■ **INFORMATION**:
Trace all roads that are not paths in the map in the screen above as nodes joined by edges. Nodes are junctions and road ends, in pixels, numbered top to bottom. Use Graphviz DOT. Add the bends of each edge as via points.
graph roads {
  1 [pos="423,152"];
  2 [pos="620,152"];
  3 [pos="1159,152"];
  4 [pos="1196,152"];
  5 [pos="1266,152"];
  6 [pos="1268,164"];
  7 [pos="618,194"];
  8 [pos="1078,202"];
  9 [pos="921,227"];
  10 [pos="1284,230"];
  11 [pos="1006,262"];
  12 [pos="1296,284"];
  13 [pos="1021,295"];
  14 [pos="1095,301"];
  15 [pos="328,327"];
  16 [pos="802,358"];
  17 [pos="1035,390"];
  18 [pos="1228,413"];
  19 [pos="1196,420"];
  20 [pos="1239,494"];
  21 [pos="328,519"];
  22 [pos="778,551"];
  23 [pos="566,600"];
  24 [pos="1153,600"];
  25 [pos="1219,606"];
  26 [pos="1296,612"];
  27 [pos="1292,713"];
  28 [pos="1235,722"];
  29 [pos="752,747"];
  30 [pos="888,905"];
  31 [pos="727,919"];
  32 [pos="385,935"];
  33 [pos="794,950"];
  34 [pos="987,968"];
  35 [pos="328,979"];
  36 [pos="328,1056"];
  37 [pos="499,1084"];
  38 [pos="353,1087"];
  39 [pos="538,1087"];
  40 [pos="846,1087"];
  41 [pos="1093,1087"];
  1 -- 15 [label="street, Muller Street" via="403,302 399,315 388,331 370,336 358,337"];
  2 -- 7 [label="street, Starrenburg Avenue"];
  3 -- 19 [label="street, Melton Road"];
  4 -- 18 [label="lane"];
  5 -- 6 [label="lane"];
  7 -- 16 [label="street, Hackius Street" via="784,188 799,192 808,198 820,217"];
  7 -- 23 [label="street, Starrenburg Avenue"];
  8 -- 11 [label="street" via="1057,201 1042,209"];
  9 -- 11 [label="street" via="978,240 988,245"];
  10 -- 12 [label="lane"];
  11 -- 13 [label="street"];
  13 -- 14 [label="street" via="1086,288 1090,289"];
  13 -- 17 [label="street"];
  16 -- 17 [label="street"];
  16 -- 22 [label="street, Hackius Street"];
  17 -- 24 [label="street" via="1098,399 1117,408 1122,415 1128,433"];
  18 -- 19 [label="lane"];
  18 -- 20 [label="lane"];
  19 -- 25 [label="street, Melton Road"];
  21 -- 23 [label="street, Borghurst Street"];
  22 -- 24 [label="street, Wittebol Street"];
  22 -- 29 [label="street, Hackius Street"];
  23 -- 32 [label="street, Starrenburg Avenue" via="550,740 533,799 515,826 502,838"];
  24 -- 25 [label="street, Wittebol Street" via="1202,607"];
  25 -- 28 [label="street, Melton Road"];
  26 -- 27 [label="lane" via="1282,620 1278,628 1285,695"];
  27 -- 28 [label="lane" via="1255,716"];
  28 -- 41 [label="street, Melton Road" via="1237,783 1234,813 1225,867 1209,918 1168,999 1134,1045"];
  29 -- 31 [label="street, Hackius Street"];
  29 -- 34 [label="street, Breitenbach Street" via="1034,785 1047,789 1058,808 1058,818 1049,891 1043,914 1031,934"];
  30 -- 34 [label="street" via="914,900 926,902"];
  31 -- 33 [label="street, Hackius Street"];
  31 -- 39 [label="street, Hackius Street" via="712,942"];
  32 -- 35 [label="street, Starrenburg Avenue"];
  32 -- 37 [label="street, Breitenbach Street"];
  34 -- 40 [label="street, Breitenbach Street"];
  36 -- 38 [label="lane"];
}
* * *
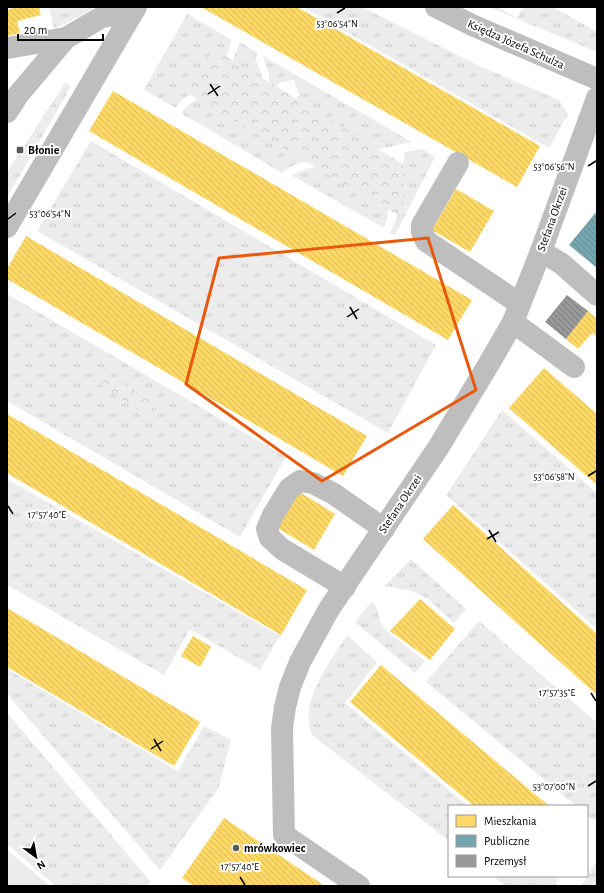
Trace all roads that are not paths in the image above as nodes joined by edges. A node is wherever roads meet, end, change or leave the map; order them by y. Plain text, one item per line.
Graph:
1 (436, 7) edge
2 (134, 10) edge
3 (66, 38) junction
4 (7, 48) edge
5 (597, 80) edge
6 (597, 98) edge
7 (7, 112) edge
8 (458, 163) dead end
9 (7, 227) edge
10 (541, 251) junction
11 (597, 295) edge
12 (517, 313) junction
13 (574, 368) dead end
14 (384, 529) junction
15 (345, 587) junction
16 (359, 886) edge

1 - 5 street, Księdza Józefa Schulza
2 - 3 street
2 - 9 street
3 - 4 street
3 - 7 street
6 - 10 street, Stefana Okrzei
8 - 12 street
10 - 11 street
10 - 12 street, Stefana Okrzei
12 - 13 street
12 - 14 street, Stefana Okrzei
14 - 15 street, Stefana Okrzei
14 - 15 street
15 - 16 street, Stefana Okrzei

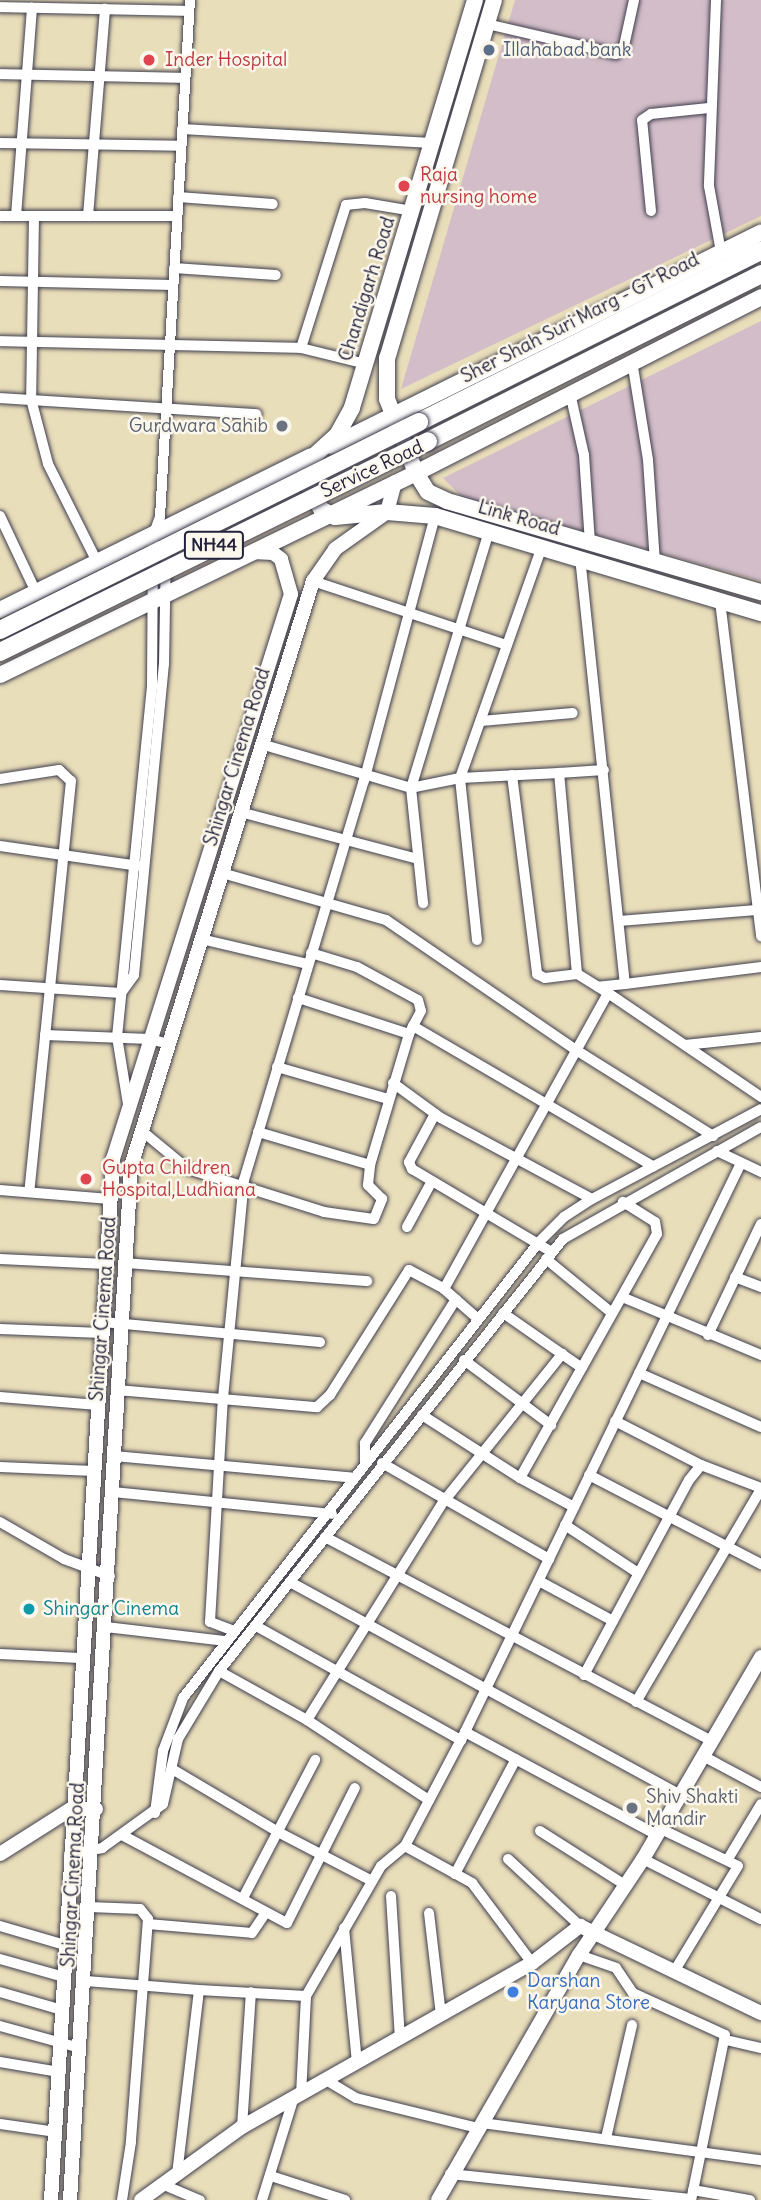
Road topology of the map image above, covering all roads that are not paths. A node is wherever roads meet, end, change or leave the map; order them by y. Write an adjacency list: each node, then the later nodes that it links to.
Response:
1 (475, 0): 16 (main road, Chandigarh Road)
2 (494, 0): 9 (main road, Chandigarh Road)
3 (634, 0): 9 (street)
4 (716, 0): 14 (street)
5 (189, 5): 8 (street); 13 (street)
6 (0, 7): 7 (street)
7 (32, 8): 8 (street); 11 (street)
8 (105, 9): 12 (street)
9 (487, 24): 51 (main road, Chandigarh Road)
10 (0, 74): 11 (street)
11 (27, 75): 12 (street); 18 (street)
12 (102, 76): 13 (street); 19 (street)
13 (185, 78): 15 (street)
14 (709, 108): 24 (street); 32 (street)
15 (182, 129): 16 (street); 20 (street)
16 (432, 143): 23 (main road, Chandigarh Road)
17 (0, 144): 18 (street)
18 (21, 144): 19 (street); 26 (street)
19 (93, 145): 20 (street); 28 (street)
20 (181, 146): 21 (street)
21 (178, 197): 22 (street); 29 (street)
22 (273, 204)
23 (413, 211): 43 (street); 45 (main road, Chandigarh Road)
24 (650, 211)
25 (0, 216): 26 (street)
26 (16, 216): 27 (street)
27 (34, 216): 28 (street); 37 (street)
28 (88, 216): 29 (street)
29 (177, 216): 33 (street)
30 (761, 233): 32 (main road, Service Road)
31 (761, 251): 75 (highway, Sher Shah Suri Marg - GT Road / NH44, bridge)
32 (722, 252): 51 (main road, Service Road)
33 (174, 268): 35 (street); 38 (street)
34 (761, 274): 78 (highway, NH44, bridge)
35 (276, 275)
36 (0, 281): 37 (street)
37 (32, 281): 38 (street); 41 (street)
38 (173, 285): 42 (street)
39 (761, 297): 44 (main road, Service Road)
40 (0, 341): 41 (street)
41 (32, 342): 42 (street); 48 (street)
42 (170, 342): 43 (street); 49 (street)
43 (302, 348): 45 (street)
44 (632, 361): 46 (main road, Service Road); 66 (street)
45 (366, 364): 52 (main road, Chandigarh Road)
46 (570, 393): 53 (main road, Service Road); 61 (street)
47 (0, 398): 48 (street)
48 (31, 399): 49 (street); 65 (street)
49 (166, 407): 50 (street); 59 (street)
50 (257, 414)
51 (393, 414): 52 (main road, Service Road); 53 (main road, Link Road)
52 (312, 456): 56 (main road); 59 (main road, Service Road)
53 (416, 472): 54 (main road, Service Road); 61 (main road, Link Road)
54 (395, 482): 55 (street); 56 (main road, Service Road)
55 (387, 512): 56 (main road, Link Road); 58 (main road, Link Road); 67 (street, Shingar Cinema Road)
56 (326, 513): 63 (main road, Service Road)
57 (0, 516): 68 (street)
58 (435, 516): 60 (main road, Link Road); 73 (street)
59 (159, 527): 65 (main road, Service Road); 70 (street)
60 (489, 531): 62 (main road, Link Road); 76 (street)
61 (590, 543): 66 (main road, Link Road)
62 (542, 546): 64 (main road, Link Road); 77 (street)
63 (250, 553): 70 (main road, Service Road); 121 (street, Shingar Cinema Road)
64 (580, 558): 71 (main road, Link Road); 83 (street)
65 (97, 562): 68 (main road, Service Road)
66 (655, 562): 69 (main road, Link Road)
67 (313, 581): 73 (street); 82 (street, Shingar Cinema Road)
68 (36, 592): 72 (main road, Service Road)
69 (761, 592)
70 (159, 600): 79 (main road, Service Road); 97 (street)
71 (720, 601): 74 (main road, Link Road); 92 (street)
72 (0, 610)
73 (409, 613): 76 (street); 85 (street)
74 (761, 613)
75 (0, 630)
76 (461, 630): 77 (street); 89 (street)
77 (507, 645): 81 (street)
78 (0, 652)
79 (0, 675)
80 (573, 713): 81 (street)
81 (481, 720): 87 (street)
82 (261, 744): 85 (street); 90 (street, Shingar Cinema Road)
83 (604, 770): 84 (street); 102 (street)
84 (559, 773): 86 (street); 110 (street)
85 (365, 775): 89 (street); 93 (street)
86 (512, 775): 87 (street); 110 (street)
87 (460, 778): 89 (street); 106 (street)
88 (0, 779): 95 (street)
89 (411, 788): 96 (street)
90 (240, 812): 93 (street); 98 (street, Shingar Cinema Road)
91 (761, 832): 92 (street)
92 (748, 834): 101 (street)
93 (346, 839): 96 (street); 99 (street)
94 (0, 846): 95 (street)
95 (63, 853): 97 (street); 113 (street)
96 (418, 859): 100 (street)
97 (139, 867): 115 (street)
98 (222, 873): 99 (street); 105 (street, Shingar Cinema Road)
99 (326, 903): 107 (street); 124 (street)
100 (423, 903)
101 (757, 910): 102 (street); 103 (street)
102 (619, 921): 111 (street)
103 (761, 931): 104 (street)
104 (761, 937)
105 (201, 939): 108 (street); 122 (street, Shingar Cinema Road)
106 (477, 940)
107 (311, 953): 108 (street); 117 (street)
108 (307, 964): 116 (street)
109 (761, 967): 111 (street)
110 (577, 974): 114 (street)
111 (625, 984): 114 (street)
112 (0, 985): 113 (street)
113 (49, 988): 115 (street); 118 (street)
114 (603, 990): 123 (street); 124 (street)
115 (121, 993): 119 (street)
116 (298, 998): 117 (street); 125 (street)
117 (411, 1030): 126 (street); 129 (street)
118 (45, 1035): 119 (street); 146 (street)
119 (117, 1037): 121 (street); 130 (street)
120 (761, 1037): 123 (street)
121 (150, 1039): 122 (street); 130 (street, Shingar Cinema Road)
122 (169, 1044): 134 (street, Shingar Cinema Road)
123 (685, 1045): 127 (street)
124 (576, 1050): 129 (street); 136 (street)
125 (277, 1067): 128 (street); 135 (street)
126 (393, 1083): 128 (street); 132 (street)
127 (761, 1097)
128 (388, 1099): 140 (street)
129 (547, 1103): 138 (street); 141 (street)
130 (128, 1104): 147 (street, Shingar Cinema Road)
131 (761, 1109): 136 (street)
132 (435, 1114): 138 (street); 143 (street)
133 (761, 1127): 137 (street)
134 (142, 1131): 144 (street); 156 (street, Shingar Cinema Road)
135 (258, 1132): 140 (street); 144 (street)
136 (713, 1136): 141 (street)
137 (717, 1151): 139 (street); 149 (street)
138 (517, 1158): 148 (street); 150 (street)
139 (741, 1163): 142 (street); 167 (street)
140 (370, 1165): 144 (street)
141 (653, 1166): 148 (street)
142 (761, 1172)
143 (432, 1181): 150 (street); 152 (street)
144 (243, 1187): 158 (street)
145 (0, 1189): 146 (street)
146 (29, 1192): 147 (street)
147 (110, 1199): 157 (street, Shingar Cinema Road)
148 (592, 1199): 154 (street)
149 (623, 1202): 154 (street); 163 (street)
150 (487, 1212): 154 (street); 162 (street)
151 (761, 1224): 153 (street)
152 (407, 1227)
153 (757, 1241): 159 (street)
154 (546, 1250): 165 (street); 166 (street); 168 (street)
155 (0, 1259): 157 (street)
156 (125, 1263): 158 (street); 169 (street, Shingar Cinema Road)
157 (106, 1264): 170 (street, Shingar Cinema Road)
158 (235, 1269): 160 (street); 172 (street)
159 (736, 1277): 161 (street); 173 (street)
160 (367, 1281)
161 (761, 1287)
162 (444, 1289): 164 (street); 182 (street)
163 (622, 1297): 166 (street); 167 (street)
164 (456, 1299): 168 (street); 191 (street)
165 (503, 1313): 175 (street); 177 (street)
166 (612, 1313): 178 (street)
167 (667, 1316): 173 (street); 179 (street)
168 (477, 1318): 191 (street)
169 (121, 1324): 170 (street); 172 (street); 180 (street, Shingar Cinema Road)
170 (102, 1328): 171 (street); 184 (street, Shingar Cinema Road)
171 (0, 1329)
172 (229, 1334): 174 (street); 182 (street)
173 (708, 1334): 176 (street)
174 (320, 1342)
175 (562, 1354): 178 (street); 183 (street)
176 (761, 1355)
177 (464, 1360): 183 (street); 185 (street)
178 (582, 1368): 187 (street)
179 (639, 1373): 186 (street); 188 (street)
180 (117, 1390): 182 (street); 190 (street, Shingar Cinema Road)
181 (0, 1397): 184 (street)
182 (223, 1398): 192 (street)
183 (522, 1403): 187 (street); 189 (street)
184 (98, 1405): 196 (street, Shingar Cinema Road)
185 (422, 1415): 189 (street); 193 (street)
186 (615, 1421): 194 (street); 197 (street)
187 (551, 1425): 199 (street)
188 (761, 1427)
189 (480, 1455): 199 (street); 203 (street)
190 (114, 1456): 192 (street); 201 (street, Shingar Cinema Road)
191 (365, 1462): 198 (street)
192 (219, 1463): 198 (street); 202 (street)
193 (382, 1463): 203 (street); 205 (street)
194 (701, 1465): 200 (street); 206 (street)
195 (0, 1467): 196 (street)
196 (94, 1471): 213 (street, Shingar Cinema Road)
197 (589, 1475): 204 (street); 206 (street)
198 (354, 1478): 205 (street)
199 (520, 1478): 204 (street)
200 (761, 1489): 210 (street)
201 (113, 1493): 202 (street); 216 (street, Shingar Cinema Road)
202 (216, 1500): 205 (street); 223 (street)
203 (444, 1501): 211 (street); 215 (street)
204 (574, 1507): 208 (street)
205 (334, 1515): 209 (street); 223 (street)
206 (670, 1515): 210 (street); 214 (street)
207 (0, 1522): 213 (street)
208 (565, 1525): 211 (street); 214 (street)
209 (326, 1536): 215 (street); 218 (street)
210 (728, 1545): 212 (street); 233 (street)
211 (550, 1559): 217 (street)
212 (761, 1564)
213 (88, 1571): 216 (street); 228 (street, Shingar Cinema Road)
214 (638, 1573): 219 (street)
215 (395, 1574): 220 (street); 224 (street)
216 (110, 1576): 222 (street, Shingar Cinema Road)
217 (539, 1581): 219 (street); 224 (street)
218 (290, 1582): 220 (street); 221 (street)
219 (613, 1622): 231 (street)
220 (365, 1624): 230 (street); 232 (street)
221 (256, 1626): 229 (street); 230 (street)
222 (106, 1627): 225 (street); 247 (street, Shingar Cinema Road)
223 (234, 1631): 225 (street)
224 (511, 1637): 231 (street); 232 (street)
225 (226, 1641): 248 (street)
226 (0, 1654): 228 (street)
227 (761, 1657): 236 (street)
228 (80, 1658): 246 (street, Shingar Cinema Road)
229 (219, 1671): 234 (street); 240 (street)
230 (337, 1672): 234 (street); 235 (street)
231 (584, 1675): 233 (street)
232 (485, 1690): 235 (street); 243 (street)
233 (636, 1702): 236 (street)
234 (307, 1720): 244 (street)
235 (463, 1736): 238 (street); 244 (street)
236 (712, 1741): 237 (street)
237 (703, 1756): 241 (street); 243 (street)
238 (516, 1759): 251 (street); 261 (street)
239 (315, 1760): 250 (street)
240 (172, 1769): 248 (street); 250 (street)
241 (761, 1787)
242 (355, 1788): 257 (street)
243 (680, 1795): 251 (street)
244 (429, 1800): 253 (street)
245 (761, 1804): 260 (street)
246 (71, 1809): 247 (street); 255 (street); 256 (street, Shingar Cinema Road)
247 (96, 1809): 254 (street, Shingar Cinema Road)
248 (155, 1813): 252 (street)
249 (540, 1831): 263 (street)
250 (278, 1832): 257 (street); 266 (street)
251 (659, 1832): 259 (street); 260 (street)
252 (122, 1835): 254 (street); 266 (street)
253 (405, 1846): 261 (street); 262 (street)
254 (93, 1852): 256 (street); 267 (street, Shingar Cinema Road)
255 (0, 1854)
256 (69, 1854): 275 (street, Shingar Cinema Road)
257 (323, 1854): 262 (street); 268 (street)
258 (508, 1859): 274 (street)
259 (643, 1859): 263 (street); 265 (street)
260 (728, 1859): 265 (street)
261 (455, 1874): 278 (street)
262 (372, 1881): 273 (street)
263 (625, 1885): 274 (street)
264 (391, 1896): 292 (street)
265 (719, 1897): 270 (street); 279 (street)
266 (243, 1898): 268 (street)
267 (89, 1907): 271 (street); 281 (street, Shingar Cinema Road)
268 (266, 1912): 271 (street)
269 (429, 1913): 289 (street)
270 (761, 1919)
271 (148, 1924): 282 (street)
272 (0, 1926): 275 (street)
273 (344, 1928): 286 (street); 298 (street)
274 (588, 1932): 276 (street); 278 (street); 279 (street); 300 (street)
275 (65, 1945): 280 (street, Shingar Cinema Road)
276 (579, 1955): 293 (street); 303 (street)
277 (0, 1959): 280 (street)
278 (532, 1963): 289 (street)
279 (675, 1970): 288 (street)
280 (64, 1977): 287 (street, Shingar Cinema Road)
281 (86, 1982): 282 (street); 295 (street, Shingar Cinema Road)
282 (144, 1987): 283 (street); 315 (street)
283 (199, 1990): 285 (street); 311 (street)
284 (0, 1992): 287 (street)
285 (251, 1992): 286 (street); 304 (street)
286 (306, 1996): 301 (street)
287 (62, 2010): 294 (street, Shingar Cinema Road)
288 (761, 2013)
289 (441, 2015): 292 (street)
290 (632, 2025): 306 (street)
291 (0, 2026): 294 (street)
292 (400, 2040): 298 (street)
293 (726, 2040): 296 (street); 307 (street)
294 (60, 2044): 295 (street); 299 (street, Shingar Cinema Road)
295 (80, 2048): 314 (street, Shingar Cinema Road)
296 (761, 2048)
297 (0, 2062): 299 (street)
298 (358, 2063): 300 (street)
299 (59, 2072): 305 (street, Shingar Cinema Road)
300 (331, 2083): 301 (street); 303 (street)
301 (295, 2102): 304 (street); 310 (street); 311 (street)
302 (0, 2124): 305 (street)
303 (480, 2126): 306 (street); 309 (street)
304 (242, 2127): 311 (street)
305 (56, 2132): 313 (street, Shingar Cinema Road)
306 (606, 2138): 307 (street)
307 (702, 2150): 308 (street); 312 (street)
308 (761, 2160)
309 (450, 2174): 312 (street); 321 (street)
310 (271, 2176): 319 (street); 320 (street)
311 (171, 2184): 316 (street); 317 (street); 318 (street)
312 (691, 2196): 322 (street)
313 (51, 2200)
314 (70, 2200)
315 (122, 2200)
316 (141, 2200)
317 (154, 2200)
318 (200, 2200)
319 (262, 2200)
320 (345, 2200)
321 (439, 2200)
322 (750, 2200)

■ **INSTRUCTIONS TO FOLLOW**: Please give the number of lines in the entries above that hold "Stefana", with no other text.

■ **WRITTEN RESPONSE**: 5